La señora Coímbra lo llamó «hijo de la sequía». Las monjas lo llamaron «huérfano». Los periodistas de la delegación lo apodaron «el abandonado». Los fotógrafos usaron sus últimos rollos de película para registrar a Emília acunando al bebé en sus brazos en el andén de Río Branco. A un lado estaba la señora Coímbra; al otro, el doctor Duarte y Degas. Detrás de ellos, tenso como un caballo listo para salir corriendo de su establo, estaba el tren del Ferrocarril Gran Oeste que los llevaría de vuelta a Recife.

El viaje había sido un éxito. Dos días en el campamento de Río Branco le dieron al doctor Duarte cientos de mediciones craneales para comparar y analizar. El viaje ofreció una imagen positiva del presidente Gomes a las mentes de los habitantes del campamento, que habían colocado retratos del «Padre de los Pobres» en sus tiendas. Las monjas de Nuestra Señora de los Dolores habían cumplido su objetivo de ayudar a los pobres y la señora Coímbra había cumplido con su deber en nombre de la Sociedad Princesa Isabel. Los delegados del gobierno regresaron a Recife con un plan para reiniciar el proyecto de la carretera: poner a trabajar a los hombres del campamento de refugiados. Había miles de maridos, padres e hijos sanos y fuertes que llegaban en oleadas al campamento, donde recibían comida y techo gratis. Una vez que estos hombres se hubieran recuperado del hambre, ¿por qué no ponerlos a trabajar? Se podían incluir herramientas en los envíos semanales de carpas, comida y alambre de espino que hacía el gobierno. Ya había allí soldados para proteger los campamentos. Si los campesinos del lugar trabajaban en la carretera, existía la posibilidad de que los cangaceiros no atacaran… El Halcón y la Costurera no tendrían el valor de matar a su propia gente. Los trabajadores del campamento de refugiados podían construir la ruta Transnordeste desde dentro hacia fuera, desde el interior hasta llegar a la costa. Los hombres del gobierno estaban ansiosos por presentar su plan al gobernador Higino.

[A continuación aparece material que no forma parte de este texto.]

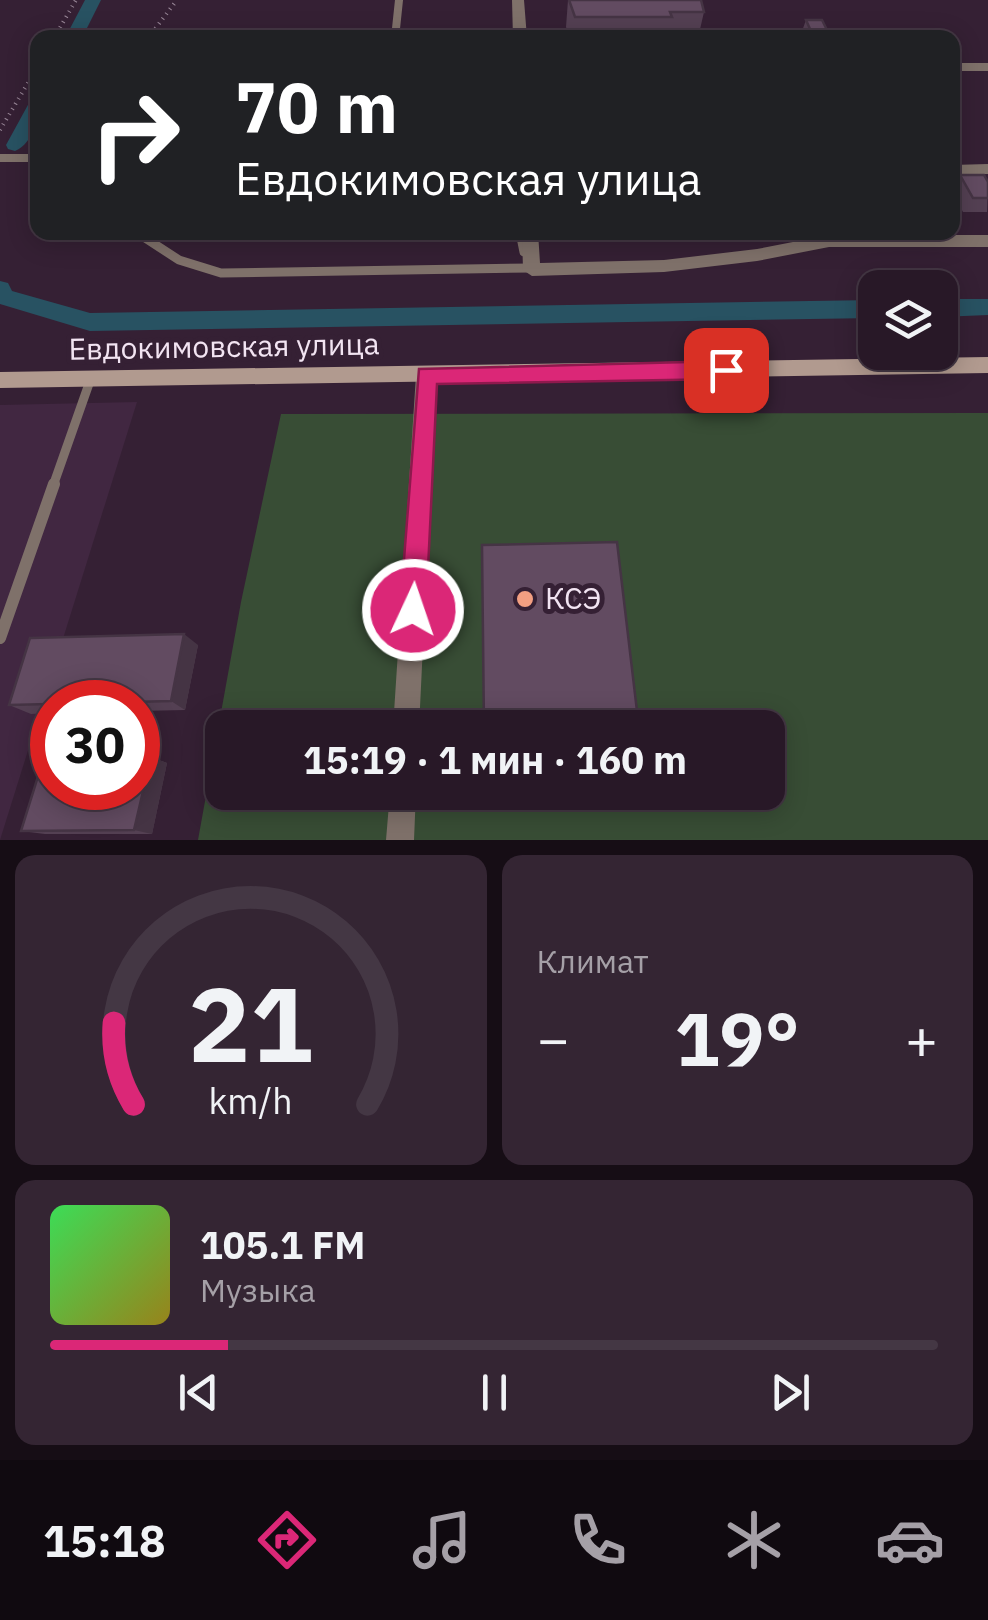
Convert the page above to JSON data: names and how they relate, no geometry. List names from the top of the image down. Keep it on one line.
{"streets":{"main road":["Евдокимовская улица"]},"places":["КСЭ"],"page":{"turn":["70 m","Евдокимовская улица"],"limit":"30","trip":"15:19 · 1 мин · 160 m","tile":"Климат","heat":["−","19°","+"],"song":["105.1 FM","Музыка"],"tabs":"15:18","gauge":["21","km/h"]}}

Todos los miembros de la delegación sabían que Emília había sido quien más insistió para que se hiciera aquel viaje. El doctor Duarte, las monjas, la señora Coímbra y los hombres del gobierno, todos tenían que agradecerle a ella el éxito. Debido a esto, aquella última mañana en Río Branco, cuando Emília abandonó los confines de alambre de púas del campamento de refugiados llevando al niño abandonado en sus brazos, nadie tuvo el valor de disuadirla. Antes ya había hablado con el doctor Duarte acerca del niño. Su suegro había fruncido el ceño y acariciado su bigote, un hábito con el que subrayaba sus profundas meditaciones. El doctor Eronildes había reconocido al niño y dio fe de su buena salud. Finalmente, el doctor Duarte puso la mano sobre el hombro de Emília.

– Te permitiré tenerlo -dijo, como si Expedito fuera un capricho costoso y poco práctico, como una estola de piel.

– Nos ocuparemos de los papeles de adopción en Recife -continuó el medidor de cráneos-. Será un ejemplo para otras personas, Emília. Los países modernos (Estados Unidos, Gran Bretaña, Francia, todos) han desarrollado el espíritu de la caridad. ¡«Fidelidad, igualdad y fraternidad», como dicen! ¡Cuida a tu hermano! Los brasileños debemos hacer lo mismo. Nosotros, los Coelho, seremos los primeros.

Antes de dejar la carpa de servicios médicos, el doctor Duarte invitó a Eronildes a Recife. Las elecciones nacionales se iban a celebrar en mayo, anunció el eminente frenólogo. Habría muchos puestos bien pagados para hombres brillantes y capaces como Eronildes. El doctor declinó la invitación. Se quedaría en el campamento de Río Branco hasta que pasara la sequía. El doctor Duarte sonrió y le deslizó su tarjeta de visita. Antes de despedirse, el suegro de Emília susurró algo al oído del doctor. Emília no pudo escuchar exactamente lo que dijo; sólo pudo distinguir claramente la palabra «problema». El doctor Eronildes enrojeció y estrechó la mano del doctor Duarte. Cuando se despidió de Emília, el médico se mostró reservado y formal.

– Usted ha cambiado el destino de este niño -le dijo-. Hágame saber cómo progresa.

Emília asintió con la cabeza. Tenía muchas preguntas que hacerle a Eronildes, muchos mensajes que enviar a Luzia, pero no podía hacer nada de eso. El doctor Duarte esperaba impaciente junto a la portezuela abierta de la carpa del médico.

– Fui criada por mi tía -dijo Emília-. Nadie puede reemplazar a una madre. Mi tía lo sabía. Lo hizo lo mejor que pudo.

El doctor Eronildes sonrió. Puso su larga mano sobre la cabeza de Expedito. El bebé bostezó y se movió en los brazos de Emília.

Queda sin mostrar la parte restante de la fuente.